Bien que le taux de survie à six mois soit de 100% (contre 84% avec la technique classique par mort cérébrale), ce bilan suscite de nombreuses interrogations. Le New England Journal of Medicine a choisi d’accompagner cette publication de trois analyses de spécialistes. Ainsi, le neurologue James Bernat (Darmouth Medical School, New Hampshire) se demande si le fait de pouvoir redémarrer un greffon cardiaque chez le receveur ne prouve pas que l’arrêt chez le donneur n’était pas irréversible. Pour l’éthicien Robert Veach (Georgetown University, Washington DC), "il est acquis qu’en agissant de la sorte on interrompt une vie par prélèvement d’organe".

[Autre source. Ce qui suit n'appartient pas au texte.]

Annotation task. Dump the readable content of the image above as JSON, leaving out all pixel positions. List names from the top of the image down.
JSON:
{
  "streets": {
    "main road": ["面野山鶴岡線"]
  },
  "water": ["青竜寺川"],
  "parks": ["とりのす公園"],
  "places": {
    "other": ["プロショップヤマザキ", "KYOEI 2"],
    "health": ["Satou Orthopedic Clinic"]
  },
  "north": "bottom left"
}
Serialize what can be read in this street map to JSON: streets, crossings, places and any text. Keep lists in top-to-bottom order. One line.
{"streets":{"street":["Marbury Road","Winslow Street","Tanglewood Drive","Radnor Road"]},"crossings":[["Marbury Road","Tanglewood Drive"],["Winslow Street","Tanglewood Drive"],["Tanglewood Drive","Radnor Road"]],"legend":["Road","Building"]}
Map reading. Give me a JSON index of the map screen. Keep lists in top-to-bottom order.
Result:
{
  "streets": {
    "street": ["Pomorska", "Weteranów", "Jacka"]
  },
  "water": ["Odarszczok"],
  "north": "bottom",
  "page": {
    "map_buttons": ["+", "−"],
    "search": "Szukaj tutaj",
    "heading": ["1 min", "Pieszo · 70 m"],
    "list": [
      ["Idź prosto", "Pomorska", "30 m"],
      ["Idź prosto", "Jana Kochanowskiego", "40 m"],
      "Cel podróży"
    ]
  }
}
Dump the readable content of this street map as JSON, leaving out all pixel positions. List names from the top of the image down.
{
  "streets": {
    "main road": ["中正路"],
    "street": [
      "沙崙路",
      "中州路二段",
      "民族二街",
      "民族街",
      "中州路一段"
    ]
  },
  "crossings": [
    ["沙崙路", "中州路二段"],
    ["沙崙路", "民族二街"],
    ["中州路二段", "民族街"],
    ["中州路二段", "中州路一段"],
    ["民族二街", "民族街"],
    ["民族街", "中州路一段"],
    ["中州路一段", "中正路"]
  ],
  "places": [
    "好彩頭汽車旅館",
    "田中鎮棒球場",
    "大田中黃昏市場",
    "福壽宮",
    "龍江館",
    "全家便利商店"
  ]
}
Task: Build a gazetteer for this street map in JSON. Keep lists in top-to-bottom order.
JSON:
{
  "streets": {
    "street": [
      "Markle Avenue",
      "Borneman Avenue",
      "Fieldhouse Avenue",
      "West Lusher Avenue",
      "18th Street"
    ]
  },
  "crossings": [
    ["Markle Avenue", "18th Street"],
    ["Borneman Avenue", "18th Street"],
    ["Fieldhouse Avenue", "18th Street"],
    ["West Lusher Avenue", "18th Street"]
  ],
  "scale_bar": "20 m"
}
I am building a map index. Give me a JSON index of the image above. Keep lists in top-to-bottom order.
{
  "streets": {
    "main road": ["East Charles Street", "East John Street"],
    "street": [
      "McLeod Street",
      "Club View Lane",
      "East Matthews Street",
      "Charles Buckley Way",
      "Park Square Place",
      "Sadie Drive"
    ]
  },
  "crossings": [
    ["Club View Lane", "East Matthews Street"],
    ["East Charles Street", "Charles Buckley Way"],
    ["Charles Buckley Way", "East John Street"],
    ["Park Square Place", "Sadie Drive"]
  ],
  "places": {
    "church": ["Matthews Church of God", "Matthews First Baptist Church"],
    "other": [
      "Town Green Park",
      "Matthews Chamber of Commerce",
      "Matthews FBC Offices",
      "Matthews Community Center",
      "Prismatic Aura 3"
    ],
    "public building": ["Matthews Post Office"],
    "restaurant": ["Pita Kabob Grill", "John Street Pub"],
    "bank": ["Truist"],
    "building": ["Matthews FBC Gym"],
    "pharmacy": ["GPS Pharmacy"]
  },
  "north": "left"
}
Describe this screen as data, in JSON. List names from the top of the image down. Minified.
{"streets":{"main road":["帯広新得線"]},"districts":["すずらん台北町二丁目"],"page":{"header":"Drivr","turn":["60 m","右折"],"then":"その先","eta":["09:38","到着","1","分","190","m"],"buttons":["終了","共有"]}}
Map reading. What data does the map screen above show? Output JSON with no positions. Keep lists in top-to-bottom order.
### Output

Certains hôpitaux américains usent d’une autre méthode largement controversée selon laquelle, immédiatement après le diagnostic d’arrêt cardiaque, une machine miniaturisée de circulation extracorporelle est branchée sur des veines et artères du donneur, pompant et oxygénant ainsi le sang à la place du cœur et des poumons, ce qui permet de "sauver" le futur greffon. Mais, cette nouvelle technique a pour corollaire de retarder la destruction du cerveau, critère pourtant impératif de la mort.

Pour le Dr Luc Noël, coordinateur de l’unité "Procédures cliniques" à l’Organisation mondiale de la santé (OMS), "il s’agit d’une affaire très importante" : "modifier de la sorte les critères qui étaient jusqu’ici en vigueur pour autoriser des prélèvements d’organe peut avoir de graves conséquences dans l’opinion"… De nombreuses voix s’élèvent donc pour demander aux autorités de préciser où sont les frontières de l’acceptable en ce domaine.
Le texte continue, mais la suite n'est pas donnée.